About this task: With the pictures left aside, write out the entries that follow exactly.
----------------------------------------
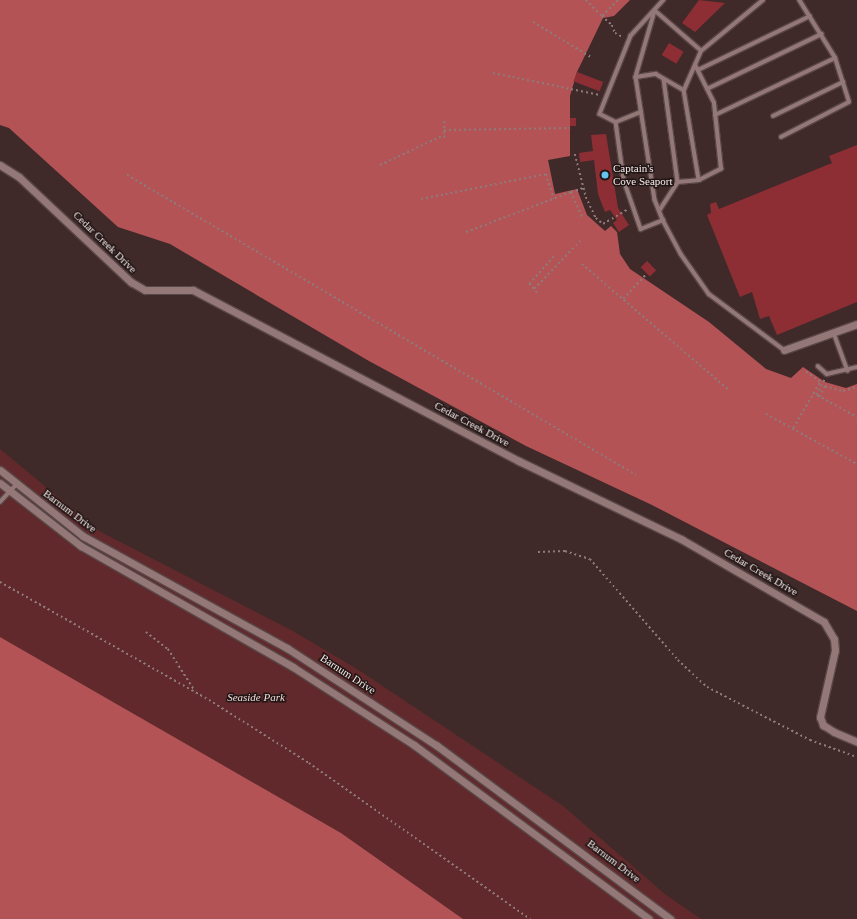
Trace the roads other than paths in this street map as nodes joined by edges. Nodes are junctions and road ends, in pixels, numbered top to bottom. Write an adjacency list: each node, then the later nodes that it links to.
1 (664, 0): 4 (lane)
2 (763, 0): 7 (lane)
3 (799, 0): 5 (lane)
4 (655, 10): 7 (lane); 11 (lane); 19 (lane)
5 (810, 16): 6 (lane); 10 (lane)
6 (822, 34): 8 (lane); 14 (lane)
7 (701, 51): 9 (lane)
8 (835, 58): 13 (lane); 17 (lane)
9 (695, 65): 10 (lane); 15 (lane)
10 (698, 70): 14 (lane)
11 (636, 77): 12 (lane); 16 (lane)
12 (664, 79): 15 (lane); 23 (lane)
13 (843, 82): 18 (lane); 20 (lane)
14 (707, 89): 17 (lane)
15 (684, 90): 22 (lane)
16 (642, 112): 19 (lane); 24 (lane)
17 (715, 115): 22 (lane)
18 (773, 116)
19 (616, 122): 25 (lane)
20 (781, 137)
21 (0, 165): 37 (street, Cedar Creek Drive)
22 (699, 180): 23 (lane)
23 (678, 182): 24 (lane)
24 (659, 210): 25 (lane)
25 (663, 220): 28 (lane)
26 (857, 324): 27 (street)
27 (834, 334): 28 (street); 31 (lane)
28 (784, 350)
29 (818, 366): 31 (lane)
30 (857, 368): 31 (lane)
31 (848, 371)
32 (0, 470): 34 (street, Barnum Drive)
33 (0, 483): 35 (street, Barnum Drive)
34 (16, 484): 35 (lane); 39 (street, Barnum Drive)
35 (10, 492): 36 (lane); 38 (street, Barnum Drive)
36 (0, 502)
37 (857, 742)
38 (649, 919)
39 (670, 919)

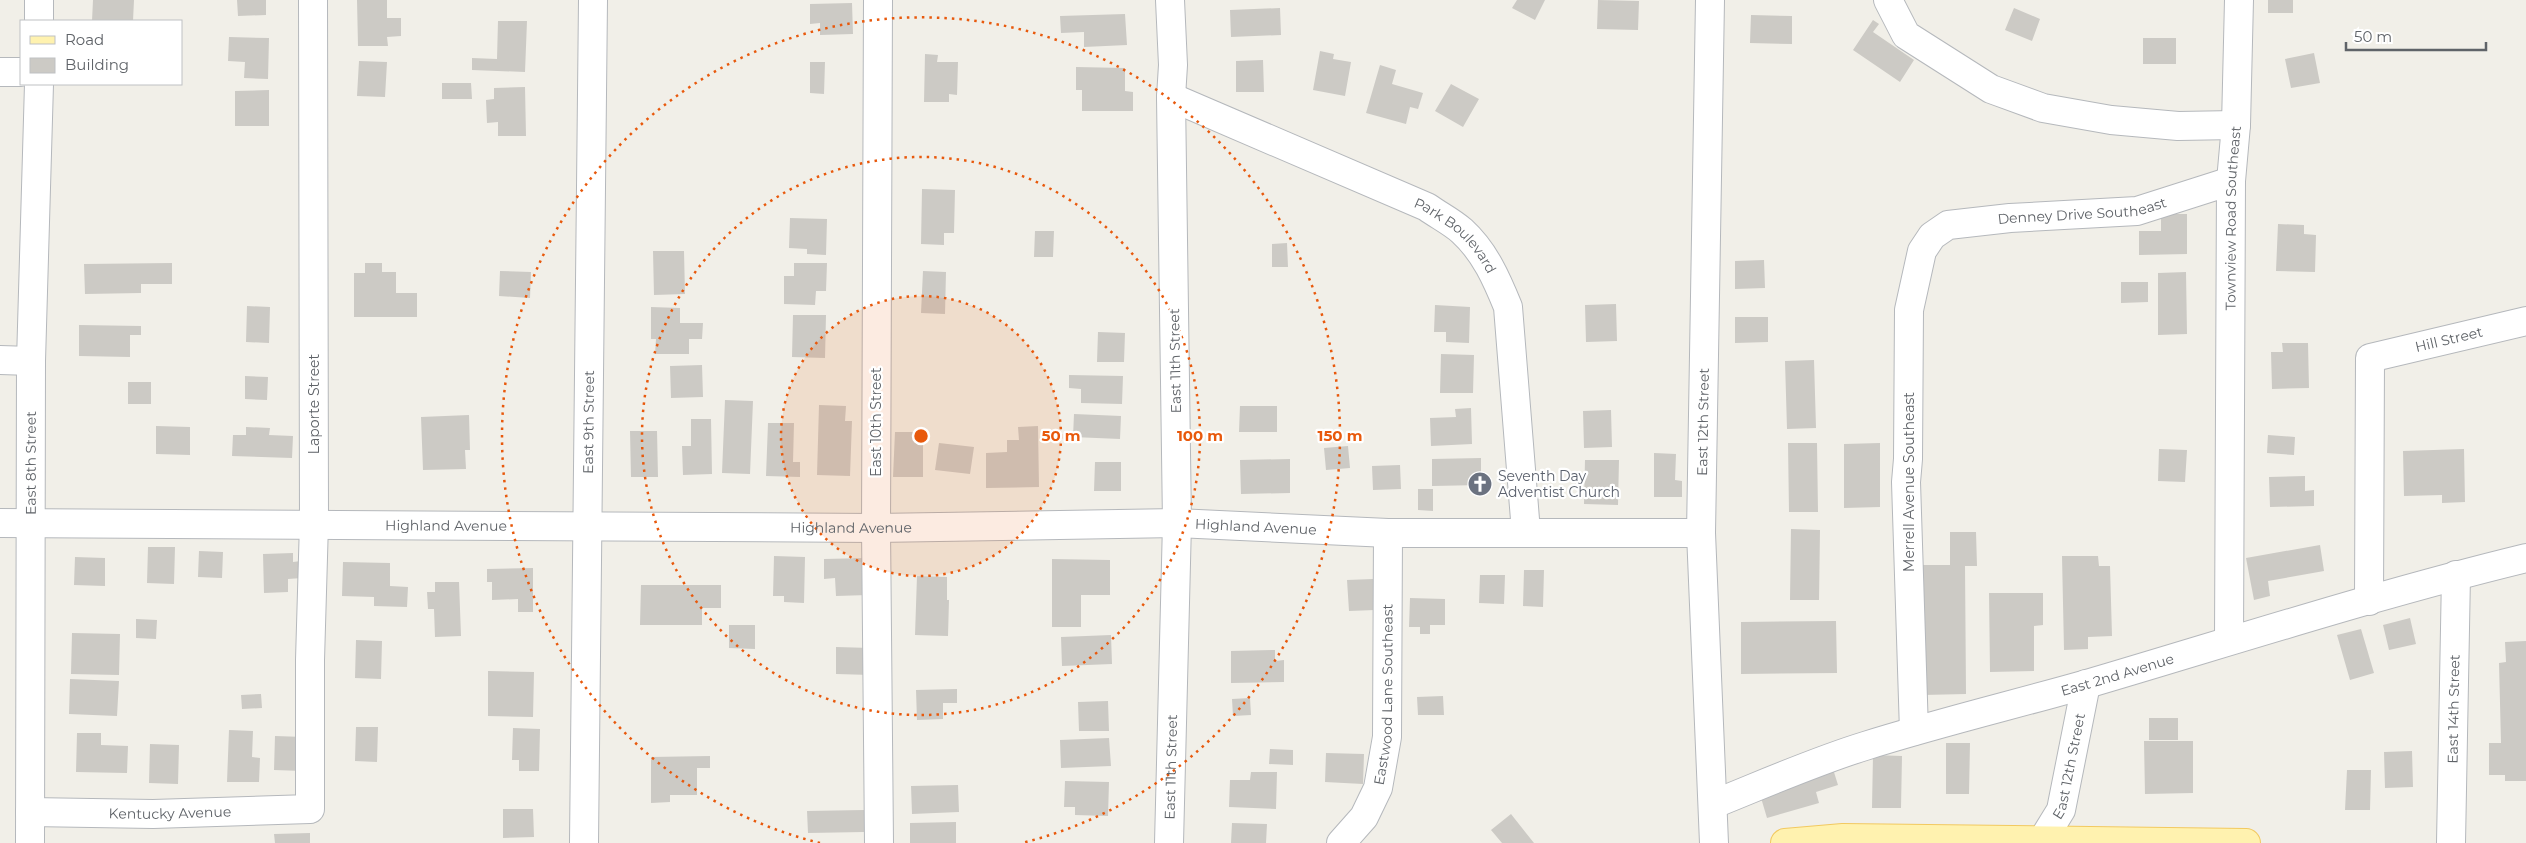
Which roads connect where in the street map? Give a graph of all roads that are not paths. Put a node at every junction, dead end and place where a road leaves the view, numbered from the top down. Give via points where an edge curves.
1 (39, 0) edge
2 (313, 0) edge
3 (593, 0) edge
4 (878, 0) edge
5 (1170, 0) edge
6 (1710, 0) edge
7 (1888, 0) edge
8 (2239, 0) edge
9 (39, 20) edge
10 (0, 72) edge
11 (20, 72) edge
12 (38, 85) edge
13 (1171, 97) junction
14 (2236, 124) junction
15 (2231, 182) junction
16 (1932, 236) joint
17 (2526, 321) edge
18 (0, 360) edge
19 (31, 361) junction
20 (0, 523) edge
21 (314, 523) junction
22 (1177, 523) junction
23 (32, 524) junction
24 (586, 525) junction
25 (876, 528) junction
26 (1526, 532) junction
27 (1388, 533) junction
28 (1701, 533) junction
29 (2526, 558) edge
30 (2456, 575) junction
31 (2369, 601) junction
32 (2229, 640) junction
33 (2086, 684) junction
34 (1914, 731) junction
35 (1714, 804) junction
36 (310, 809) joint
37 (30, 812) junction
38 (1935, 841) edge
39 (2041, 842) edge
40 (30, 843) edge
41 (584, 843) edge
42 (879, 843) edge
43 (1169, 843) edge
44 (1341, 843) edge
45 (1714, 843) edge
46 (1785, 843) edge
47 (2246, 843) edge
48 (2450, 843) edge

1 - 9 street
2 - 21 street, Laporte Street
3 - 24 street, East 9th Street
4 - 25 street, East 10th Street
5 - 13 street, East 11th Street
6 - 28 street, East 12th Street
7 - 14 street, Townview Road Southeast via 1906,35 1991,89 2043,108 2111,120 2178,126
8 - 14 street
10 - 11 street
12 - 19 street, East 8th Street
13 - 22 street, East 11th Street
13 - 26 street, Park Boulevard via 1427,208 1462,231 1481,252 1508,307
14 - 15 street, Townview Road Southeast
15 - 16 street, Denney Drive Southeast via 2137,211 1948,225
15 - 32 street, Townview Road Southeast
16 - 34 street, Merrell Avenue Southeast via 1922,252 1909,310 1906,482
17 - 31 street, Hill Street via 2370,358
18 - 19 street
19 - 23 street, East 8th Street
20 - 23 street, Highland Avenue
21 - 23 street, Highland Avenue
21 - 24 street, Highland Avenue
21 - 36 street, Laporte Street
22 - 25 street, Highland Avenue
22 - 27 street, Highland Avenue
22 - 43 street, East 11th Street
23 - 37 street, East 8th Street
24 - 25 street, Highland Avenue
24 - 41 street, East 9th Street
25 - 42 street, East 10th Street
26 - 27 street, Highland Avenue
26 - 28 street, Highland Avenue
27 - 44 street, Eastwood Lane Southeast via 1387,737 1378,788 1364,817
28 - 35 street, East 12th Street
29 - 30 street, East 2nd Avenue
30 - 31 street, East 2nd Avenue
30 - 48 street, East 14th Street
31 - 32 street, East 2nd Avenue
32 - 33 street, East 2nd Avenue
33 - 34 street, East 2nd Avenue
33 - 39 street, East 12th Street via 2061,810
34 - 35 street, East 2nd Avenue via 1813,763
35 - 45 street, East 12th Street
36 - 37 street, Kentucky Avenue via 153,814
37 - 40 street, East 8th Street
38 - 39 main road
38 - 46 main road via 1843,838
39 - 47 main road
----------------------------------------
Your solution:
Trace the roads other than paths in this street map as nodes joined by edges. Nodes are junctions and road ends, in pixels, numbered top to bottom. Write an adjacency list: each node, then the later nodes that it links to.
1 (664, 0): 4 (lane)
2 (763, 0): 7 (lane)
3 (799, 0): 5 (lane)
4 (655, 10): 7 (lane); 11 (lane); 19 (lane)
5 (810, 16): 6 (lane); 10 (lane)
6 (822, 34): 8 (lane); 14 (lane)
7 (701, 51): 9 (lane)
8 (835, 58): 13 (lane); 17 (lane)
9 (695, 65): 10 (lane); 15 (lane)
10 (698, 70): 14 (lane)
11 (636, 77): 12 (lane); 16 (lane)
12 (664, 79): 15 (lane); 23 (lane)
13 (843, 82): 18 (lane); 20 (lane)
14 (707, 89): 17 (lane)
15 (684, 90): 22 (lane)
16 (642, 112): 19 (lane); 24 (lane)
17 (715, 115): 22 (lane)
18 (773, 116)
19 (616, 122): 25 (lane)
20 (781, 137)
21 (0, 165): 37 (street, Cedar Creek Drive)
22 (699, 180): 23 (lane)
23 (678, 182): 24 (lane)
24 (659, 210): 25 (lane)
25 (663, 220): 28 (lane)
26 (857, 324): 27 (street)
27 (834, 334): 28 (street); 31 (lane)
28 (784, 350)
29 (818, 366): 31 (lane)
30 (857, 368): 31 (lane)
31 (848, 371)
32 (0, 470): 34 (street, Barnum Drive)
33 (0, 483): 35 (street, Barnum Drive)
34 (16, 484): 35 (lane); 39 (street, Barnum Drive)
35 (10, 492): 36 (lane); 38 (street, Barnum Drive)
36 (0, 502)
37 (857, 742)
38 (649, 919)
39 (670, 919)

Which roads connect where in the street map? Give a graph of all roads that are not paths. Put a node at every junction, dead end and place where a road leaves the view, numbered from the top down. Give via points where an edge curves.
1 (39, 0) edge
2 (313, 0) edge
3 (593, 0) edge
4 (878, 0) edge
5 (1170, 0) edge
6 (1710, 0) edge
7 (1888, 0) edge
8 (2239, 0) edge
9 (39, 20) edge
10 (0, 72) edge
11 (20, 72) edge
12 (38, 85) edge
13 (1171, 97) junction
14 (2236, 124) junction
15 (2231, 182) junction
16 (1932, 236) joint
17 (2526, 321) edge
18 (0, 360) edge
19 (31, 361) junction
20 (0, 523) edge
21 (314, 523) junction
22 (1177, 523) junction
23 (32, 524) junction
24 (586, 525) junction
25 (876, 528) junction
26 (1526, 532) junction
27 (1388, 533) junction
28 (1701, 533) junction
29 (2526, 558) edge
30 (2456, 575) junction
31 (2369, 601) junction
32 (2229, 640) junction
33 (2086, 684) junction
34 (1914, 731) junction
35 (1714, 804) junction
36 (310, 809) joint
37 (30, 812) junction
38 (1935, 841) edge
39 (2041, 842) edge
40 (30, 843) edge
41 (584, 843) edge
42 (879, 843) edge
43 (1169, 843) edge
44 (1341, 843) edge
45 (1714, 843) edge
46 (1785, 843) edge
47 (2246, 843) edge
48 (2450, 843) edge

1 - 9 street
2 - 21 street, Laporte Street
3 - 24 street, East 9th Street
4 - 25 street, East 10th Street
5 - 13 street, East 11th Street
6 - 28 street, East 12th Street
7 - 14 street, Townview Road Southeast via 1906,35 1991,89 2043,108 2111,120 2178,126
8 - 14 street
10 - 11 street
12 - 19 street, East 8th Street
13 - 22 street, East 11th Street
13 - 26 street, Park Boulevard via 1427,208 1462,231 1481,252 1508,307
14 - 15 street, Townview Road Southeast
15 - 16 street, Denney Drive Southeast via 2137,211 1948,225
15 - 32 street, Townview Road Southeast
16 - 34 street, Merrell Avenue Southeast via 1922,252 1909,310 1906,482
17 - 31 street, Hill Street via 2370,358
18 - 19 street
19 - 23 street, East 8th Street
20 - 23 street, Highland Avenue
21 - 23 street, Highland Avenue
21 - 24 street, Highland Avenue
21 - 36 street, Laporte Street
22 - 25 street, Highland Avenue
22 - 27 street, Highland Avenue
22 - 43 street, East 11th Street
23 - 37 street, East 8th Street
24 - 25 street, Highland Avenue
24 - 41 street, East 9th Street
25 - 42 street, East 10th Street
26 - 27 street, Highland Avenue
26 - 28 street, Highland Avenue
27 - 44 street, Eastwood Lane Southeast via 1387,737 1378,788 1364,817
28 - 35 street, East 12th Street
29 - 30 street, East 2nd Avenue
30 - 31 street, East 2nd Avenue
30 - 48 street, East 14th Street
31 - 32 street, East 2nd Avenue
32 - 33 street, East 2nd Avenue
33 - 34 street, East 2nd Avenue
33 - 39 street, East 12th Street via 2061,810
34 - 35 street, East 2nd Avenue via 1813,763
35 - 45 street, East 12th Street
36 - 37 street, Kentucky Avenue via 153,814
37 - 40 street, East 8th Street
38 - 39 main road
38 - 46 main road via 1843,838
39 - 47 main road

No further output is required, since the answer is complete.